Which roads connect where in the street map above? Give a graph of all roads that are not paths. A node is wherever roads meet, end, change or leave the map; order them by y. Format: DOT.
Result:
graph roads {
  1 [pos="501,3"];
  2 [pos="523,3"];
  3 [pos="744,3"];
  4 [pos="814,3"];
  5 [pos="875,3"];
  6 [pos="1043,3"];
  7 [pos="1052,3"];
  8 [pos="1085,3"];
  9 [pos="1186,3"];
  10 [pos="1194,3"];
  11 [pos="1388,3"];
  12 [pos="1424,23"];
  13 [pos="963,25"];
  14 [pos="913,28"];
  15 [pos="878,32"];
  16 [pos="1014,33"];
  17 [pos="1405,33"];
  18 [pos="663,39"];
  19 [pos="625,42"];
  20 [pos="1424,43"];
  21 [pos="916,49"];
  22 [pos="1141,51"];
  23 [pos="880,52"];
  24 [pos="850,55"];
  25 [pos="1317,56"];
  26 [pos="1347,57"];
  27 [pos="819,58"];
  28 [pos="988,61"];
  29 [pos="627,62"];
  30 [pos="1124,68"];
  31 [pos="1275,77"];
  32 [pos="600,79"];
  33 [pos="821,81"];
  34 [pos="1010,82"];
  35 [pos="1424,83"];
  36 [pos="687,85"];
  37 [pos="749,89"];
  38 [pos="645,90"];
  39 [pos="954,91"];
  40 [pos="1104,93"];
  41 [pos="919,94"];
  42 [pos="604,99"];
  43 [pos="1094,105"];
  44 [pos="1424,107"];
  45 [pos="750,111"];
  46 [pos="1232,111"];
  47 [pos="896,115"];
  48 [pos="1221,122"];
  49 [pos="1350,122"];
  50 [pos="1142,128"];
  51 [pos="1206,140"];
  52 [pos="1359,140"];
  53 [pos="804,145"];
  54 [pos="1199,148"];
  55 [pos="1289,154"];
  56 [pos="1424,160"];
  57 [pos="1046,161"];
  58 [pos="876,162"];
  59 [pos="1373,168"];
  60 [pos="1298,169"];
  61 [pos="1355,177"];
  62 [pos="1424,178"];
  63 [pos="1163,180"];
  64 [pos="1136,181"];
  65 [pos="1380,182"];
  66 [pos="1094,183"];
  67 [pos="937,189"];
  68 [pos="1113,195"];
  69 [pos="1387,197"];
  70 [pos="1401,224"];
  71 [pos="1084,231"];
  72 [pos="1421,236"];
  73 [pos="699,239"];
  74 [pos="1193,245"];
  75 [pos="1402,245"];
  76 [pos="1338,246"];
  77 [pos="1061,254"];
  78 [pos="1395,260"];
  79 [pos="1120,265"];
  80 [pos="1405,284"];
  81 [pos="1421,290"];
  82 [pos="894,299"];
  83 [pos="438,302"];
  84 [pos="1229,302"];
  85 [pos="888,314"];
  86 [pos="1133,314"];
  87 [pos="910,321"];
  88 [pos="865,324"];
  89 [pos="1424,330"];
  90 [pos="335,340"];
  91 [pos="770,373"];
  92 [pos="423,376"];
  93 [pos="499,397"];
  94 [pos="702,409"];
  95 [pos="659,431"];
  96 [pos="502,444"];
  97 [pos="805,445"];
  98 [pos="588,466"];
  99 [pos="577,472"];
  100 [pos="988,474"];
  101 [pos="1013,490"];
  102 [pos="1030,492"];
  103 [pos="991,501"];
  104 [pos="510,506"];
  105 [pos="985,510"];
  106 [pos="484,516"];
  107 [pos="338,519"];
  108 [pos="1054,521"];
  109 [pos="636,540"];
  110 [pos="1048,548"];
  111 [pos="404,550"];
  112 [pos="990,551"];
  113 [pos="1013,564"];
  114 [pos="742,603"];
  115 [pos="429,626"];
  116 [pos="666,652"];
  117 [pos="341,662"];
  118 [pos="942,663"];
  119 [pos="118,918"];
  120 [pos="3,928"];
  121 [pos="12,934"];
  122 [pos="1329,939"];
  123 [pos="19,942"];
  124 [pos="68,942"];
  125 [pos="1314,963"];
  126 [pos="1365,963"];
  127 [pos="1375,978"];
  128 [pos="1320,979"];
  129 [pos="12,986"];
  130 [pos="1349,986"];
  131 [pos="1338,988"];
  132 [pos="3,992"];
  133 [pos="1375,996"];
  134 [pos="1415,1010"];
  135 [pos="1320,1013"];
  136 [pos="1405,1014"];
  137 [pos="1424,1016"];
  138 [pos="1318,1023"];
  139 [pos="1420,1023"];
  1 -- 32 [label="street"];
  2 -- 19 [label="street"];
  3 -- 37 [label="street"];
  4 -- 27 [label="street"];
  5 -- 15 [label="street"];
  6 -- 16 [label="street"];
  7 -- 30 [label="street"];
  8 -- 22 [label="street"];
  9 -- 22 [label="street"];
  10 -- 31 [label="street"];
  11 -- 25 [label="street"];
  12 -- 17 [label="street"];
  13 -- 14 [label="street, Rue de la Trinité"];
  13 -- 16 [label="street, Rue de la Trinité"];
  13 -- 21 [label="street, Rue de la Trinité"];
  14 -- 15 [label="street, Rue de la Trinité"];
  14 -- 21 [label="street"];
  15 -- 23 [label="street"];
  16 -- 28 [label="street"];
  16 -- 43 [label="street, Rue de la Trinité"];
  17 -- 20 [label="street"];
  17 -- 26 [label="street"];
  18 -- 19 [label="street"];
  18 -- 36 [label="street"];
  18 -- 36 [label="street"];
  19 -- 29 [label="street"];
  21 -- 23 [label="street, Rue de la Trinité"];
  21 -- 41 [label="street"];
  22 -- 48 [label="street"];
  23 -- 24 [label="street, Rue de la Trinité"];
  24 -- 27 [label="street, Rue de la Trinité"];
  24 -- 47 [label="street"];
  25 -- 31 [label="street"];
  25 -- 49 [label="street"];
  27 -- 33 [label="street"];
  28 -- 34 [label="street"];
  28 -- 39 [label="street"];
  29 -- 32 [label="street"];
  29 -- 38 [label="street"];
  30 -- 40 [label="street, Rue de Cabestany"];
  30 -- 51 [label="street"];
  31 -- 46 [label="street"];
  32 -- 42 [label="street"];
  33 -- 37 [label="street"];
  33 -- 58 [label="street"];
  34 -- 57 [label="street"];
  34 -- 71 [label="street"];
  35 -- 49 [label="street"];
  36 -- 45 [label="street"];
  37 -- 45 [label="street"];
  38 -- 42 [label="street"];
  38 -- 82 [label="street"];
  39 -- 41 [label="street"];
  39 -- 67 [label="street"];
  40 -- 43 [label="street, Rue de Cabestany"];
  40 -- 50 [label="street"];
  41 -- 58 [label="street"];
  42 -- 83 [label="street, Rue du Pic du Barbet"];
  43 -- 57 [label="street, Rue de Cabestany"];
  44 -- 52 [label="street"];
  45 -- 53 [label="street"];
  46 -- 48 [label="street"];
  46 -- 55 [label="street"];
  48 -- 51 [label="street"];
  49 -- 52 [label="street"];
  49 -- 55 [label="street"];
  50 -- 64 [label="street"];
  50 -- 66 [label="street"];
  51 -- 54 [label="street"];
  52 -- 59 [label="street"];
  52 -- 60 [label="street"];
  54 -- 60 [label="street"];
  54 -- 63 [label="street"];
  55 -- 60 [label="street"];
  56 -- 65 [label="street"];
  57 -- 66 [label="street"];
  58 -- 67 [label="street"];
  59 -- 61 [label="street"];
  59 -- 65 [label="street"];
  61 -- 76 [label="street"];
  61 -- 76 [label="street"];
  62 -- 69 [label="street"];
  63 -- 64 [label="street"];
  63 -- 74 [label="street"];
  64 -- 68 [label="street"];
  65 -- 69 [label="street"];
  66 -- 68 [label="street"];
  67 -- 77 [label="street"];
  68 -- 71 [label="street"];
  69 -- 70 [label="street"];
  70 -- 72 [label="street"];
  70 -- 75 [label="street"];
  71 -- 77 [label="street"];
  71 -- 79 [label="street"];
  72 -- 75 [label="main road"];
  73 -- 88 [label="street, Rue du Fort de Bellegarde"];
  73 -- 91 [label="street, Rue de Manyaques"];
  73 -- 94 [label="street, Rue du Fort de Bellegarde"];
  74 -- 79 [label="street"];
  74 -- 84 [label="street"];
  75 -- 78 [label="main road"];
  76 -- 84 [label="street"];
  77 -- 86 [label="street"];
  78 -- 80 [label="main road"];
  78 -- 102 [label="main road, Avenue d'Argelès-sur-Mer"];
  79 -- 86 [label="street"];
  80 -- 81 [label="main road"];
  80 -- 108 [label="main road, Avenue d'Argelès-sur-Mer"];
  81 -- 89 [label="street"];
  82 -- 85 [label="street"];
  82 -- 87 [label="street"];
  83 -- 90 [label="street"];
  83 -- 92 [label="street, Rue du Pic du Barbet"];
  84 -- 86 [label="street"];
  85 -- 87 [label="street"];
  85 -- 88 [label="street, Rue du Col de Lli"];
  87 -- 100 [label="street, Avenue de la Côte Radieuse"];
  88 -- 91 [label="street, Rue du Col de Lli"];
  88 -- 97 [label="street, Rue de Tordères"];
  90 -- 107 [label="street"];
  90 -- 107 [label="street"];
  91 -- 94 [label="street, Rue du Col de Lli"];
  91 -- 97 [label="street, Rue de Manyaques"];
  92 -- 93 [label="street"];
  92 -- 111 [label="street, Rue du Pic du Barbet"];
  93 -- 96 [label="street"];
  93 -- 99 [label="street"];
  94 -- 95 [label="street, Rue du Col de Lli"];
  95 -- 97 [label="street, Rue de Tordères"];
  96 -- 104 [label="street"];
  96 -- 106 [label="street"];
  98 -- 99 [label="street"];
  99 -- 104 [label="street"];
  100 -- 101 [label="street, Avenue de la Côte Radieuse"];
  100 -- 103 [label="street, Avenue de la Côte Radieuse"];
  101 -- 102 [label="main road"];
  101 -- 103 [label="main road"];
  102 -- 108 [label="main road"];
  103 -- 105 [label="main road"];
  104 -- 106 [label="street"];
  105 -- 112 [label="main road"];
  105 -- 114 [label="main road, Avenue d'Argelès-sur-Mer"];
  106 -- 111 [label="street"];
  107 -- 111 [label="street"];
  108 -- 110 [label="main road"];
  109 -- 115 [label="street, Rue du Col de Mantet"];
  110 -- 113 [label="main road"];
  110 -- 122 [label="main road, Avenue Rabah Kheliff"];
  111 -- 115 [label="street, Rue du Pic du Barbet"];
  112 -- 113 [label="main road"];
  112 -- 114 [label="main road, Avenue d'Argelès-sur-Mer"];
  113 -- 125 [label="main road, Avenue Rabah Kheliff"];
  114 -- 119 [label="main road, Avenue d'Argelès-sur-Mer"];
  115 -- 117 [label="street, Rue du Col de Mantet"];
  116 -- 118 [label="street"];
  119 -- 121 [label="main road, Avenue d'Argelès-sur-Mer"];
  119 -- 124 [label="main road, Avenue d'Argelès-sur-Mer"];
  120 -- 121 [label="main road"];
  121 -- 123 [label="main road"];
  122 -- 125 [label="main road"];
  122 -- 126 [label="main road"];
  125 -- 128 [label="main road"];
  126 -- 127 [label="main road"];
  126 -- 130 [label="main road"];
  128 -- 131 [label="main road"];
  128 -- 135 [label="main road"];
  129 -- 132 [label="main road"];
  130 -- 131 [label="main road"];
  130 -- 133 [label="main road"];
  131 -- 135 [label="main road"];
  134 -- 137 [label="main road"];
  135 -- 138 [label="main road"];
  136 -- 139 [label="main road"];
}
···
# [YOUR INSTRUCTIONS]
Lines with "Côte" in the records: how many are there? Give only the number.

# [RESULT BELOW]
3